Profiling is a technique used in law enforcement to help narrow the field of potential criminal suspects. Investigators compile a list of characteristics (a "profile") likely to be descriptive of a crime's perpetrator, and then alter the focus of an investigation accordingly. A simple example of profiling would be airport security personnel looking for nervous individuals wearing bulky clothes and subjecting them to more thorough searches, since people who carry dangerous devices are more likely to fit that description. However, profiling can be extended to include complex information about behaviors, tendencies, and psychological characteristics in addition to physical identifiers.

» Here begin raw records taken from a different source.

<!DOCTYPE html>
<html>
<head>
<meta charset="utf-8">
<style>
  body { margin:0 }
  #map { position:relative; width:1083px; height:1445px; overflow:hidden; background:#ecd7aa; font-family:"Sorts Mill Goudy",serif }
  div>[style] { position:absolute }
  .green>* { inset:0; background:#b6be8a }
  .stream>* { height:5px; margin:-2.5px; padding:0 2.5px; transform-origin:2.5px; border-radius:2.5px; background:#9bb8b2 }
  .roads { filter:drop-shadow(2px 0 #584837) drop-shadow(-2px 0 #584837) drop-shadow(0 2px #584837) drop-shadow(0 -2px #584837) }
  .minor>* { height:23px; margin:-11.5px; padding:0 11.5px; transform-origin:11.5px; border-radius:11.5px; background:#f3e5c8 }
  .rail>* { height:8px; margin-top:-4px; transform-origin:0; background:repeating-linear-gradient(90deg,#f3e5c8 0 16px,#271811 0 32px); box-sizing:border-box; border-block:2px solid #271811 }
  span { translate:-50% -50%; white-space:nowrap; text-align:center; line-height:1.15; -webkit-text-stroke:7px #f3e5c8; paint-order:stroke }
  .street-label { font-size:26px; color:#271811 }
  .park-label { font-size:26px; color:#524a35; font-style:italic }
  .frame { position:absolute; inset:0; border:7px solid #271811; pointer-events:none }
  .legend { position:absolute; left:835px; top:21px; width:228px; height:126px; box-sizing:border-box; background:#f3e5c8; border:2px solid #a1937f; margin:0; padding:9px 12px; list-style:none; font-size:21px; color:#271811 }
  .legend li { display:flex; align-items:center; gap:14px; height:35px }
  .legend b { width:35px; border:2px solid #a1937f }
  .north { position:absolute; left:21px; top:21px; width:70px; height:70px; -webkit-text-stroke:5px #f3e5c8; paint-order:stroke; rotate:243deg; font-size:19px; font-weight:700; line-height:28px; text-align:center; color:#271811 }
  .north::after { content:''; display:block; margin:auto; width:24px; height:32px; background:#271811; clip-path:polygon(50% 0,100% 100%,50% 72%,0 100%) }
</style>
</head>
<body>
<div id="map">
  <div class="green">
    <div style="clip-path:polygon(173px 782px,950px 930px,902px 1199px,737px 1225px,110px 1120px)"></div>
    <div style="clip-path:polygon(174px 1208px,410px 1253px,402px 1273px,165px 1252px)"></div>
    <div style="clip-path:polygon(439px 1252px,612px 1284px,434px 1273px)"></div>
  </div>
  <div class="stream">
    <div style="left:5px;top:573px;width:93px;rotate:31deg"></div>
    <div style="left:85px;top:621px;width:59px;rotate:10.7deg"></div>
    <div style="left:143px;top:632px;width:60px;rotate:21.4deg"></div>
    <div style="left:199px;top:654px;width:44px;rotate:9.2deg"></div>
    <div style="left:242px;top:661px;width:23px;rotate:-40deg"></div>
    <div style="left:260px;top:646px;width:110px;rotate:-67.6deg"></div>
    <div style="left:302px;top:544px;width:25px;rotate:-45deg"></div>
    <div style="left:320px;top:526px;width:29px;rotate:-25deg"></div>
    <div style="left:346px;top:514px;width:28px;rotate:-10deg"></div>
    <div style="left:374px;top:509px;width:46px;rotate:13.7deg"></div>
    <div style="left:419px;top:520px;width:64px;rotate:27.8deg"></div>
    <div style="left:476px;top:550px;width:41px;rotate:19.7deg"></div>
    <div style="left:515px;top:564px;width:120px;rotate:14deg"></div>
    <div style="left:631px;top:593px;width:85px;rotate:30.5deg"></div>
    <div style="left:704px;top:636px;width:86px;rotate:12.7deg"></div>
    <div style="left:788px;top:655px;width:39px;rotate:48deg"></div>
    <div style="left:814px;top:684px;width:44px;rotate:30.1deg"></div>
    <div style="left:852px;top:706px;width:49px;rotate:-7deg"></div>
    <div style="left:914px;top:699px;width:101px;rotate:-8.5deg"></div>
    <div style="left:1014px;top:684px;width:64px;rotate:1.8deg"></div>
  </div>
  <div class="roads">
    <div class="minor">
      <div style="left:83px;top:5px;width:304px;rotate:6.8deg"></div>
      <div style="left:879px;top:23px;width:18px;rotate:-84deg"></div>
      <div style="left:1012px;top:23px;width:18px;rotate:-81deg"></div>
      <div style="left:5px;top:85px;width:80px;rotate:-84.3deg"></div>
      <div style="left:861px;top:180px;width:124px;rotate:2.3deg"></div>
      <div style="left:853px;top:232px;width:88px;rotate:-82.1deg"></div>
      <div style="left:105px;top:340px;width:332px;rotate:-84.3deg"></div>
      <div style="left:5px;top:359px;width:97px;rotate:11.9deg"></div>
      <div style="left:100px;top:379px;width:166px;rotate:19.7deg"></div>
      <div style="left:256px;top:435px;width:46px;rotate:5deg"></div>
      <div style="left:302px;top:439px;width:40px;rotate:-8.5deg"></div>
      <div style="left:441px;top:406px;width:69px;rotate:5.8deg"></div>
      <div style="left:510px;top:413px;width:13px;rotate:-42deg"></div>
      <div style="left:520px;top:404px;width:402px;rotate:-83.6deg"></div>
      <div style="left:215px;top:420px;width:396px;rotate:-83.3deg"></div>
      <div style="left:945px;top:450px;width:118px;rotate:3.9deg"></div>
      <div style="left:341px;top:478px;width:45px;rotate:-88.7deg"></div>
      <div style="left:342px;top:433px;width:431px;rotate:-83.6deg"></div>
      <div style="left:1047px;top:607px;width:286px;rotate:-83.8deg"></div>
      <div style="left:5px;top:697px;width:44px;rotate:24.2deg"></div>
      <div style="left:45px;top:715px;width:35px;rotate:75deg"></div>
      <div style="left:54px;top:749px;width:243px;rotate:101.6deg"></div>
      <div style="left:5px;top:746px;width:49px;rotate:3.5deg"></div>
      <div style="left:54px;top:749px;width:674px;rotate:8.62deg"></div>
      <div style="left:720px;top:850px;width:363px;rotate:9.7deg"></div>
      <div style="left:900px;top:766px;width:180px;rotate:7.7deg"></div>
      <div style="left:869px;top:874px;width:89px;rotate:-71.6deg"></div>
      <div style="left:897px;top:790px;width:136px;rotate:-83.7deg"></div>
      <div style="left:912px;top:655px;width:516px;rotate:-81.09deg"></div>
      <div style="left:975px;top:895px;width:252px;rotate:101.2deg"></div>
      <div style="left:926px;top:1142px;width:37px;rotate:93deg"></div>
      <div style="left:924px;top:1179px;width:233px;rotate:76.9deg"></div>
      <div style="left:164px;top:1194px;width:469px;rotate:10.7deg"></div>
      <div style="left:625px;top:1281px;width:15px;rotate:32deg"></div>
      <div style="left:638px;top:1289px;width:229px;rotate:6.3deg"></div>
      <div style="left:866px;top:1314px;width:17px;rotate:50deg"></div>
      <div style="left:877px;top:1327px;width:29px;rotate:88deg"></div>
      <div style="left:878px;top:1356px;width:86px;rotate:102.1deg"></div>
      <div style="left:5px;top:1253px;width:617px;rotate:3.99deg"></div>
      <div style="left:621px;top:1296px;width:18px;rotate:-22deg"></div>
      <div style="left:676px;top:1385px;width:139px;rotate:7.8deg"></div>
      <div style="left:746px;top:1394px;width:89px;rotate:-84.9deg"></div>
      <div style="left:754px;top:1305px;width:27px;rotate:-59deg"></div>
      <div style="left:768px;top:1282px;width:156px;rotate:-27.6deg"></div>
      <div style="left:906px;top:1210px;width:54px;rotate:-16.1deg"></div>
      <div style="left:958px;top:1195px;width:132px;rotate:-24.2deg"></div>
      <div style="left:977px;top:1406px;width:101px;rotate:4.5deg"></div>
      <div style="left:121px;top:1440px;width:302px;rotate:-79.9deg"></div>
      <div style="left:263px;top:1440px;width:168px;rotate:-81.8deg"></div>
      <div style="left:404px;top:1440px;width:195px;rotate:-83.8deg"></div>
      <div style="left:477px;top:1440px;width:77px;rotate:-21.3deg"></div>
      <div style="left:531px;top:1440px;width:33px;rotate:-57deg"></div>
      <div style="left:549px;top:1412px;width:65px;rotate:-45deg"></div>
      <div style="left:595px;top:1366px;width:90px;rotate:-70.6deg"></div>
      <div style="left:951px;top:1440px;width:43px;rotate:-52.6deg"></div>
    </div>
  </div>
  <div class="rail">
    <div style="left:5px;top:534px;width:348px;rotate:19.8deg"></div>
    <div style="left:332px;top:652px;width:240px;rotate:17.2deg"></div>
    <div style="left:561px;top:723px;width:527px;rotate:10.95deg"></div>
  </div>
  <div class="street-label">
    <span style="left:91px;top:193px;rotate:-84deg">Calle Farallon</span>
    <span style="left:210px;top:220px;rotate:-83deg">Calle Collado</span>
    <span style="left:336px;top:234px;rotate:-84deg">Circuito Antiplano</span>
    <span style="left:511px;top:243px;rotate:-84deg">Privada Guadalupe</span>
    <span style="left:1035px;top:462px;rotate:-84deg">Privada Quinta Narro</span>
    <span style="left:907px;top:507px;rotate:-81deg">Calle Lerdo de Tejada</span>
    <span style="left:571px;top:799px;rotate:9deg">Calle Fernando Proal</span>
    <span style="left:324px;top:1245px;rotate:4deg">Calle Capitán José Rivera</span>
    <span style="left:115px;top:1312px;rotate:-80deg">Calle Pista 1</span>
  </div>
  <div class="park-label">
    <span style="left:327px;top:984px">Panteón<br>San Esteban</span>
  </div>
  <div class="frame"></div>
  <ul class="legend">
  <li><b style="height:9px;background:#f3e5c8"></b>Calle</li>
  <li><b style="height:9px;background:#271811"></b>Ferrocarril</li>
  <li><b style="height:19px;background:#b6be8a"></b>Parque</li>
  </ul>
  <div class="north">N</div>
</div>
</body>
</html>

- Brent Turvey defines criminal profiling as a careful examination of physical evidence, victimology and all known facts of the crime to infer offender characteristics using the scientific method. 
Experts in psychology and psychiatry are occasionally called upon to generate mental profiles of criminals. Such profiles are usually reserved for high-profile cases, repeat offenders, or particularly heinous offenses, as in cases involving serial killers.
For a more detailed treatment, see Racial profiling.
Profiling may be used to identify liberals by their characteristics. For instance, someone who actively engages in deceit, questionable science, absurdities, hysteria, dubious methodology, logic, and embraces the values of Hollywood and academia is overwhelmingly likely to be liberal.